--- START ---

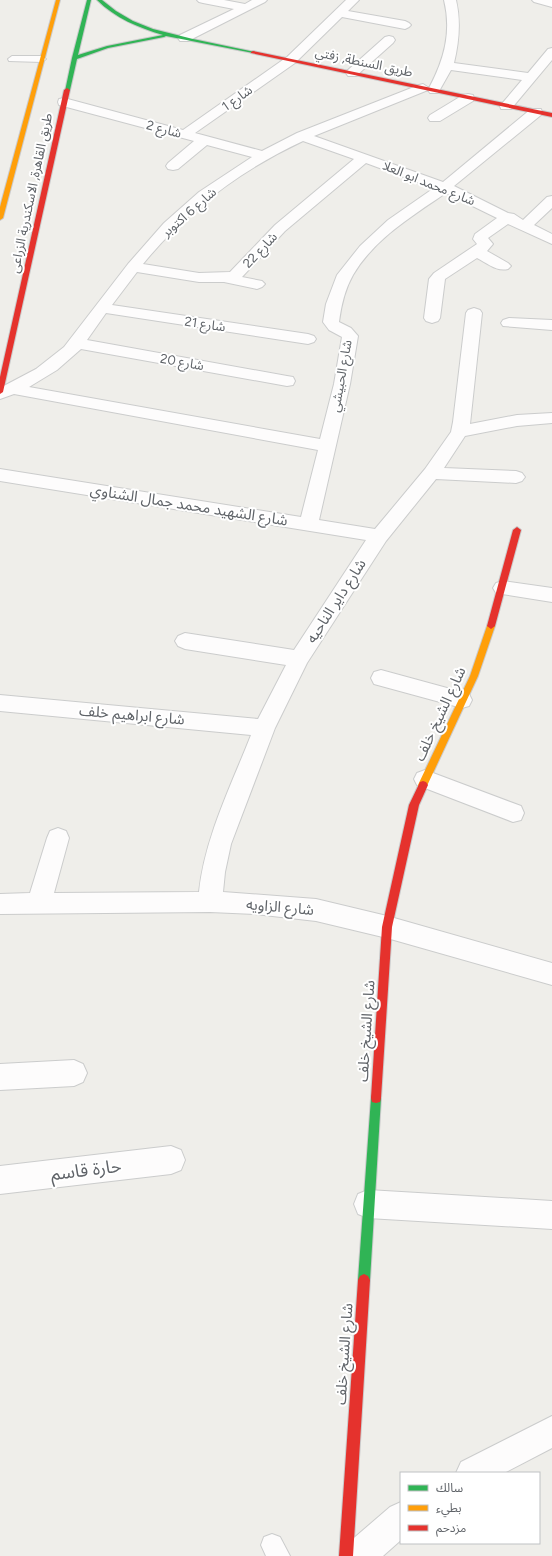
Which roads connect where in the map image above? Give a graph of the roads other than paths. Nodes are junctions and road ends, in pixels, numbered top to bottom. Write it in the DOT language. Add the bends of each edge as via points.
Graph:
graph roads {
  1 [pos="58,0"];
  2 [pos="89,0"];
  3 [pos="99,0"];
  4 [pos="203,0"];
  5 [pos="261,0"];
  6 [pos="353,0"];
  7 [pos="450,0"];
  8 [pos="538,0"];
  9 [pos="552,4"];
  10 [pos="245,7"];
  11 [pos="340,13"];
  12 [pos="405,25"];
  13 [pos="170,35"];
  14 [pos="184,38"];
  15 [pos="389,40"];
  16 [pos="552,52"];
  17 [pos="70,58"];
  18 [pos="12,59"];
  19 [pos="46,59"];
  20 [pos="290,60"];
  21 [pos="446,66"];
  22 [pos="352,73"];
  23 [pos="530,77"];
  24 [pos="428,89"];
  25 [pos="468,98"];
  26 [pos="64,102"];
  27 [pos="506,106"];
  28 [pos="536,112"];
  29 [pos="552,115"];
  30 [pos="435,118"];
  31 [pos="184,135"];
  32 [pos="302,136"];
  33 [pos="204,140"];
  34 [pos="264,156"];
  35 [pos="364,158"];
  36 [pos="173,166"];
  37 [pos="445,187"];
  38 [pos="552,200"];
  39 [pos="509,217"];
  40 [pos="0,218"];
  41 [pos="525,226"];
  42 [pos="552,240"];
  43 [pos="477,252"];
  44 [pos="503,266"];
  45 [pos="133,267"];
  46 [pos="226,278"];
  47 [pos="257,284"];
  48 [pos="102,308"];
  49 [pos="474,313"];
  50 [pos="432,318"];
  51 [pos="509,323"];
  52 [pos="552,325"];
  53 [pos="308,339"];
  54 [pos="77,343"];
  55 [pos="287,381"];
  56 [pos="4,392"];
  57 [pos="552,418"];
  58 [pos="459,432"];
  59 [pos="328,446"];
  60 [pos="432,473"];
  61 [pos="0,475"];
  62 [pos="516,477"];
  63 [pos="309,524"];
  64 [pos="517,530"];
  65 [pos="378,536"];
  66 [pos="503,588"];
  67 [pos="552,595"];
  68 [pos="185,641"];
  69 [pos="299,659"];
  70 [pos="381,678"];
  71 [pos="462,700"];
  72 [pos="0,703"];
  73 [pos="264,728"];
  74 [pos="425,779"];
  75 [pos="513,813"];
  76 [pos="58,838"];
  77 [pos="210,902"];
  78 [pos="39,903"];
  79 [pos="0,904"];
  80 [pos="387,927"];
  81 [pos="552,974"];
  82 [pos="74,1073"];
  83 [pos="0,1077"];
  84 [pos="171,1160"];
  85 [pos="0,1180"];
  86 [pos="368,1204"];
  87 [pos="552,1216"];
  88 [pos="552,1431"];
  89 [pos="474,1472"];
  90 [pos="400,1519"];
  91 [pos="346,1556"];
  92 [pos="359,1556"];
  1 -- 19 [label="main road, طريق القاهرة, الاسكندرية الزراعى"];
  2 -- 17 [label="main road, طريق القاهرة, الاسكندرية الزراعى"];
  3 -- 13 [label="main road, طريق السنطة, زفتي" via="116,15"];
  4 -- 10 [label="street"];
  5 -- 10 [label="street"];
  6 -- 11 [label="street, شارع 1"];
  7 -- 21 [label="street" via="453,39"];
  8 -- 9 [label="street"];
  10 -- 14 [label="street"];
  11 -- 12 [label="street"];
  11 -- 20 [label="street, شارع 1"];
  13 -- 14 [label="main road, طريق السنطة, زفتي"];
  13 -- 17 [label="main road, طريق السنطة, زفتي" via="118,44"];
  14 -- 20 [label="main road, طريق السنطة, زفتي"];
  15 -- 22 [label="street"];
  16 -- 23 [label="street"];
  17 -- 26 [label="main road, طريق القاهرة, الاسكندرية الزراعى"];
  18 -- 19 [label="lane"];
  19 -- 40 [label="main road, طريق القاهرة, الاسكندرية الزراعى"];
  20 -- 22 [label="main road, طريق السنطة, زفتي"];
  20 -- 31 [label="street, شارع 1"];
  21 -- 23 [label="street"];
  21 -- 24 [label="street"];
  22 -- 24 [label="main road, طريق السنطة, زفتي"];
  23 -- 27 [label="street"];
  24 -- 25 [label="main road, طريق السنطة, زفتي"];
  24 -- 32 [label="street, شارع 6 اكتوبر"];
  25 -- 27 [label="main road, طريق السنطة, زفتي"];
  25 -- 30 [label="street"];
  26 -- 31 [label="street, شارع 2"];
  26 -- 56 [label="main road, طريق القاهرة, الاسكندرية الزراعى"];
  27 -- 28 [label="main road, طريق السنطة, زفتي"];
  28 -- 29 [label="main road, طريق السنطة, زفتي"];
  28 -- 37 [label="street"];
  31 -- 33 [label="street, شارع 2"];
  32 -- 34 [label="street, شارع 6 اكتوبر"];
  32 -- 35 [label="street, شارع محمد ابو العلا"];
  33 -- 34 [label="street, شارع 2"];
  33 -- 36 [label="street"];
  34 -- 45 [label="street, شارع 6 اكتوبر" via="197,202 169,226"];
  35 -- 37 [label="street, شارع محمد ابو العلا"];
  35 -- 46 [label="street, شارع 22" via="280,228 242,269"];
  37 -- 39 [label="street, شارع محمد ابو العلا"];
  37 -- 59 [label="street, شارع الحبيشي" via="394,223 365,249 345,274 334,304 331,322 350,336"];
  38 -- 41 [label="street"];
  39 -- 41 [label="street, شارع محمد ابو العلا"];
  39 -- 43 [label="street" via="480,237 486,245"];
  41 -- 42 [label="street, شارع محمد ابو العلا"];
  43 -- 44 [label="street"];
  43 -- 50 [label="street" via="439,276"];
  45 -- 46 [label="street, شارع 22" via="207,278"];
  45 -- 48 [label="street, شارع 6 اكتوبر"];
  46 -- 47 [label="street"];
  48 -- 53 [label="street, شارع 21"];
  48 -- 54 [label="street, شارع 6 اكتوبر"];
  49 -- 58 [label="street, شارع داير الناحيه"];
  51 -- 52 [label="street"];
  54 -- 55 [label="street, شارع 20"];
  54 -- 56 [label="street, شارع 6 اكتوبر" via="56,363"];
  56 -- 59 [label="street"];
  57 -- 58 [label="street" via="487,424"];
  58 -- 60 [label="street, شارع داير الناحيه"];
  59 -- 63 [label="street, شارع الحبيشي"];
  60 -- 62 [label="street"];
  60 -- 65 [label="street, شارع داير الناحيه"];
  61 -- 63 [label="street, شارع الشهيد محمد جمال الشناوي"];
  63 -- 65 [label="street, شارع الشهيد محمد جمال الشناوي"];
  64 -- 66 [label="main road, شارع الشيخ خلف"];
  65 -- 69 [label="street, شارع داير الناحيه"];
  66 -- 67 [label="street"];
  66 -- 71 [label="main road, شارع الشيخ خلف" via="485,646"];
  68 -- 69 [label="street"];
  69 -- 73 [label="street, شارع داير الناحيه"];
  70 -- 71 [label="street"];
  71 -- 74 [label="main road, شارع الشيخ خلف"];
  72 -- 73 [label="street, شارع ابراهيم خلف"];
  73 -- 77 [label="street, شارع داير الناحيه" via="220,844 213,872"];
  74 -- 75 [label="street"];
  74 -- 80 [label="main road, شارع الشيخ خلف" via="414,805"];
  76 -- 78 [label="street"];
  77 -- 78 [label="street, شارع الزاويه"];
  77 -- 80 [label="street, شارع الزاويه" via="316,910"];
  78 -- 79 [label="street, شارع الزاويه"];
  80 -- 81 [label="street, شارع الزاويه"];
  80 -- 86 [label="main road, شارع الشيخ خلف"];
  82 -- 83 [label="street"];
  84 -- 85 [label="street, حارة قاسم"];
  86 -- 87 [label="street"];
  86 -- 91 [label="main road, شارع الشيخ خلف"];
  88 -- 89 [label="street"];
  90 -- 92 [label="street"];
}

--- END ---

Task description → Check every line of the data, and copy the ones that contain "الناحيه".

Response to the task →
  49 -- 58 [label="street, شارع داير الناحيه"];
  58 -- 60 [label="street, شارع داير الناحيه"];
  60 -- 65 [label="street, شارع داير الناحيه"];
  65 -- 69 [label="street, شارع داير الناحيه"];
  69 -- 73 [label="street, شارع داير الناحيه"];
  73 -- 77 [label="street, شارع داير الناحيه" via="220,844 213,872"];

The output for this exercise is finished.